Message from the CCR Chair, Akira Kurimoto

16 Mar 2022

In November 2021, the Committee on Cooperative Research executive members nominated Mr Akira Kurimoto as the interim CCR Chair to succeed Professor Sonja Novkovic, who had served as the Chair for the previous eight years. Below is a message from Mr Kurimoto, as the new CCR chair.

I do appreciate the confidence shown to me by CCR executive members in the nomination as CCR Chair. I have been working with the CCR since the 1980s, back when it was chaired by planning officers of European consumer cooperative federations. Sven Åke Böök transformed the CCR into the academic forum of researchers interested in cooperatives and practitioners interested in research. I first assumed the chair after Roger Spear in 2001 and handed the baton to Ian MacPherson in 2005. This time I was nominated to the Interim Chair and I decided to come on for a short period and make efforts to contribute to the development of CCR in such a challenging and important time for the cooperative movement, particularly with all discussions on the Cooperative Identity in the global challenges, such as the pandemic and the increasing political tensions and conflicts.
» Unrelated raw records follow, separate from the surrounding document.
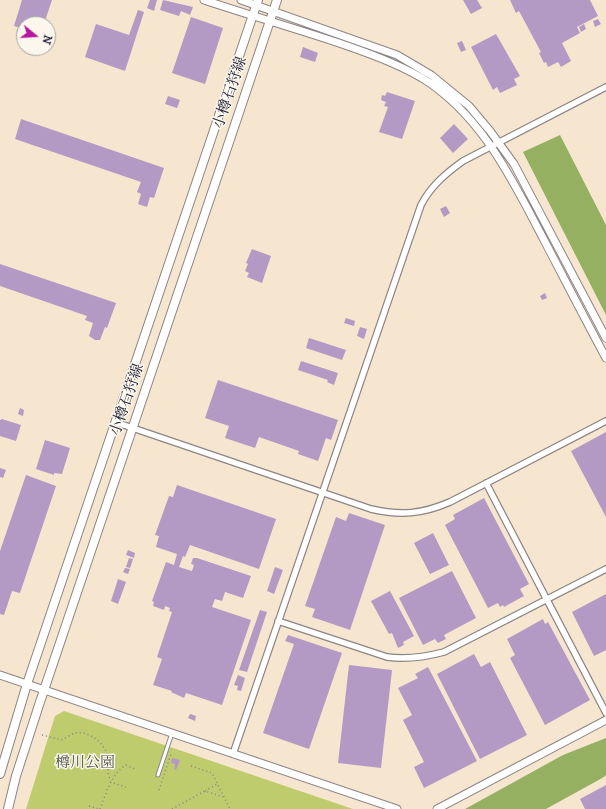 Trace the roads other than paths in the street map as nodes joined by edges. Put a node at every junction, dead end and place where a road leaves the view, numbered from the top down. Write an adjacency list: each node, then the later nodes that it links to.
1 (204, 0): 6 (street)
2 (241, 0): 4 (street)
3 (277, 0): 5 (main road, 小樽石狩線)
4 (257, 2): 5 (street); 6 (main road, 小樽石狩線)
5 (274, 11): 7 (main road, 小樽石狩線); 9 (street)
6 (252, 16): 7 (street); 14 (main road, 小樽石狩線)
7 (270, 22): 10 (street); 15 (main road, 小樽石狩線)
8 (606, 87): 9 (street)
9 (499, 143): 10 (street); 11 (street)
10 (492, 147): 12 (street); 17 (street)
11 (606, 338)
12 (606, 358)
13 (606, 421): 16 (street)
14 (116, 422): 15 (street); 22 (main road, 小樽石狩線)
15 (133, 427): 17 (street); 23 (main road, 小樽石狩線)
16 (486, 483): 17 (street); 19 (street)
17 (322, 492): 20 (street)
18 (606, 569): 19 (street)
19 (548, 599): 20 (street); 24 (street)
20 (278, 621): 27 (street)
21 (0, 675): 22 (street)
22 (27, 684): 23 (street); 28 (main road, 小樽石狩線)
23 (44, 690): 26 (street); 30 (main road, 小樽石狩線)
24 (606, 713)
25 (606, 720): 32 (street)
26 (172, 733): 27 (street); 29 (lane)
27 (233, 754): 31 (street)
28 (0, 774)
29 (158, 775)
30 (8, 809)
31 (397, 809)
32 (437, 809) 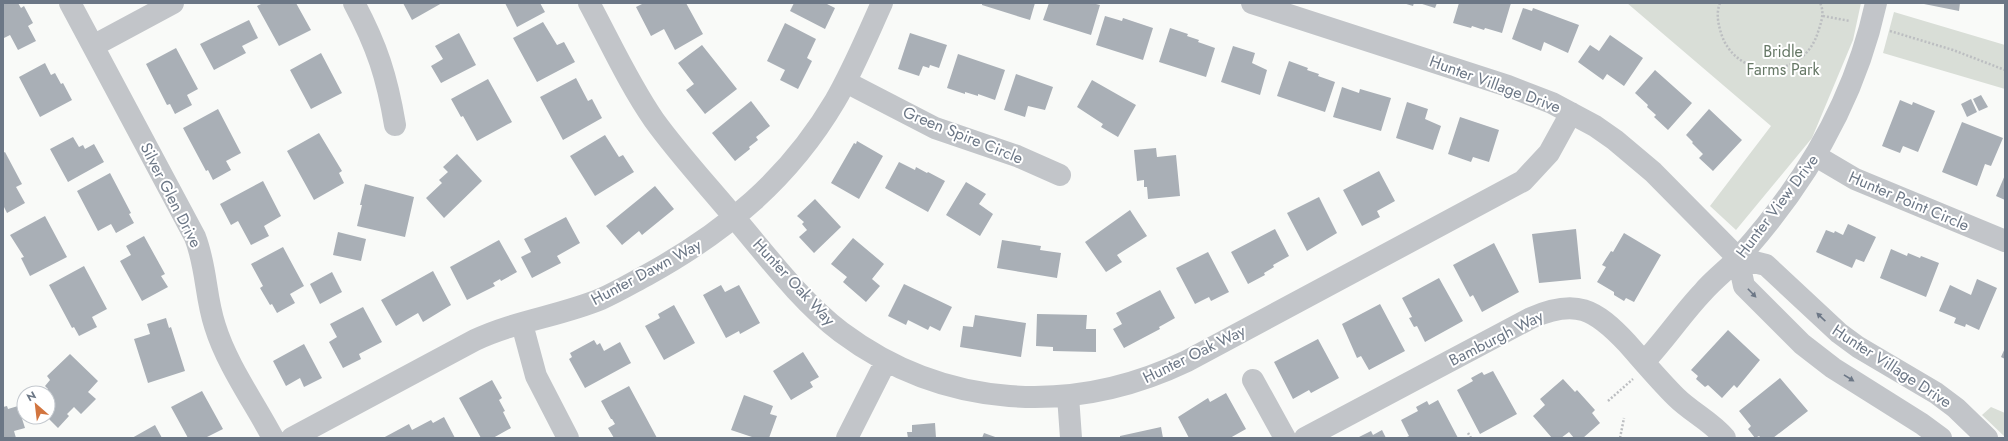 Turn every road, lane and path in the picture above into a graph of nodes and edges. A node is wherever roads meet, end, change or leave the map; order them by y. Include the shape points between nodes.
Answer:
1 (70, 3) edge
2 (173, 3) edge
3 (354, 3) edge
4 (589, 3) edge
5 (882, 3) edge
6 (1252, 3) edge
7 (1720, 3) edge
8 (1820, 3) edge
9 (1876, 3) edge
10 (1823, 16) junction
11 (1856, 22) dead end
12 (1889, 30) dead end
13 (93, 46) junction
14 (2005, 70) edge
15 (846, 82) junction
16 (1571, 113) junction
17 (395, 125) dead end
18 (1816, 156) junction
19 (1060, 175) dead end
20 (734, 218) junction
21 (2005, 240) edge
22 (1738, 258) junction
23 (522, 324) junction
24 (886, 361) junction
25 (1646, 364) junction
26 (1253, 380) dead end
27 (1068, 396) junction
28 (1608, 401) dead end
29 (1624, 418) dead end
30 (1468, 433) dead end
31 (273, 438) edge
32 (292, 438) edge
33 (568, 438) edge
34 (847, 438) edge
35 (1071, 438) edge
36 (1285, 438) edge
37 (1305, 438) edge
38 (1471, 438) edge
39 (1620, 438) edge
40 (1725, 438) edge
41 (1941, 438) edge
42 (1987, 438) edge

1 - 13 street, Silver Glen Drive
2 - 13 street
3 - 17 street via 383,68
4 - 20 street, Hunter Oak Way via 650,114
5 - 15 street, Hunter Dawn Way
6 - 16 street, Hunter Village Drive via 1508,86
7 - 10 path via 1718,23 1723,40 1736,57 1755,68 1780,68 1802,57 1812,48
8 - 10 path
9 - 18 street, Hunter View Drive via 1860,60 1832,127
10 - 11 path
12 - 14 path
13 - 31 street, Silver Glen Drive via 195,237 203,260 211,313 219,337
15 - 19 street, Green Spire Circle via 935,128 1017,156
15 - 20 street, Hunter Dawn Way via 821,124 787,167
16 - 22 street, Hunter Village Drive via 1595,126 1635,156
16 - 27 street, Hunter Oak Way via 1541,163 1512,188 1165,372 1122,386
18 - 21 street, Hunter Point Circle via 1854,179
18 - 22 street, Hunter View Drive via 1762,231
20 - 23 street, Hunter Dawn Way via 689,251 608,295
20 - 24 street, Hunter Oak Way via 819,313 840,331
22 - 25 street, Hunter View Drive via 1702,293
22 -> 41 street, Hunter Village Drive via 1744,286 1802,344 1833,368
42 -> 22 street, Hunter Village Drive via 1961,412 1936,393 1839,333 1766,264
23 - 32 street, Hunter Dawn Way via 475,340
23 - 33 street via 536,376
24 - 27 street, Hunter Oak Way via 934,381 962,389 1020,397
24 - 34 street
25 - 28 path
25 - 37 street, Bamburgh Way via 1600,317 1583,310 1551,310 1531,318
25 - 40 street, Bamburgh Way via 1676,396
26 - 36 street
27 - 35 street
29 - 39 path
30 - 38 path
There are some issues for us to tackle in years to come. Firstly, we shall contribute to the debates on the cooperative identity. At the World Cooperative Congress and the CCR Conference held in Seoul at the end of 2021, we discussed the overriding theme “Deepening our Cooperative Identity” and the worldwide consultation is in progress under the guidance of the Cooperative Identity Advisory Group. I believe the CCR can contribute to this debate from the different disciplinary approaches; economics, management, law, sociology, history and so on.

Secondly, we shall contribute to the discussion on how to rebuild better together after the pandemic. COVID-19 brought us irreversible changes that affected the food and energy supply chain, the provision of essential health and social services and employment and freelancing. We need to think about how to enhance cooperative roles in securing food and energy, affordable health and social care and decent work for all in the post-COVID era.

Thirdly, we shall promote cooperative contributions to tackling the global climate crisis to attain the SDGs. Now everyone rushes to this buzzword, but many of them seem to end up in greenwashing with little impact. I believe we need to assist cooperatives to attain those goals and develop the evaluation tool for them to gauge the progress.

I hope to work together with all cooperative researchers across the world to make the ICA CCR an impactful community of cooperative researchers.

AKIRA KURIMOTO studied law at the University of Tokyo. He was a professor on the cooperative program at the Institute for Solidarity-based Society at Hosei University, Tokyo during 2015-2020. He was the board member/chief researcher of the Consumer Co-operative Institute, Japan, from 1998 and the general secretary of the Robert Owen Association. He served as the Chair of the ICA Research Committee (2001-2005). He is a founding member of the Asia Pacific Co-operative Research Partnership, which published a volume “Waking the Asian Pacific Co-operative Potential” in 2020. His main research interests include co-operative laws, economics and history, corporate governance, food supply chain, health and social care and the social economy/enterprises.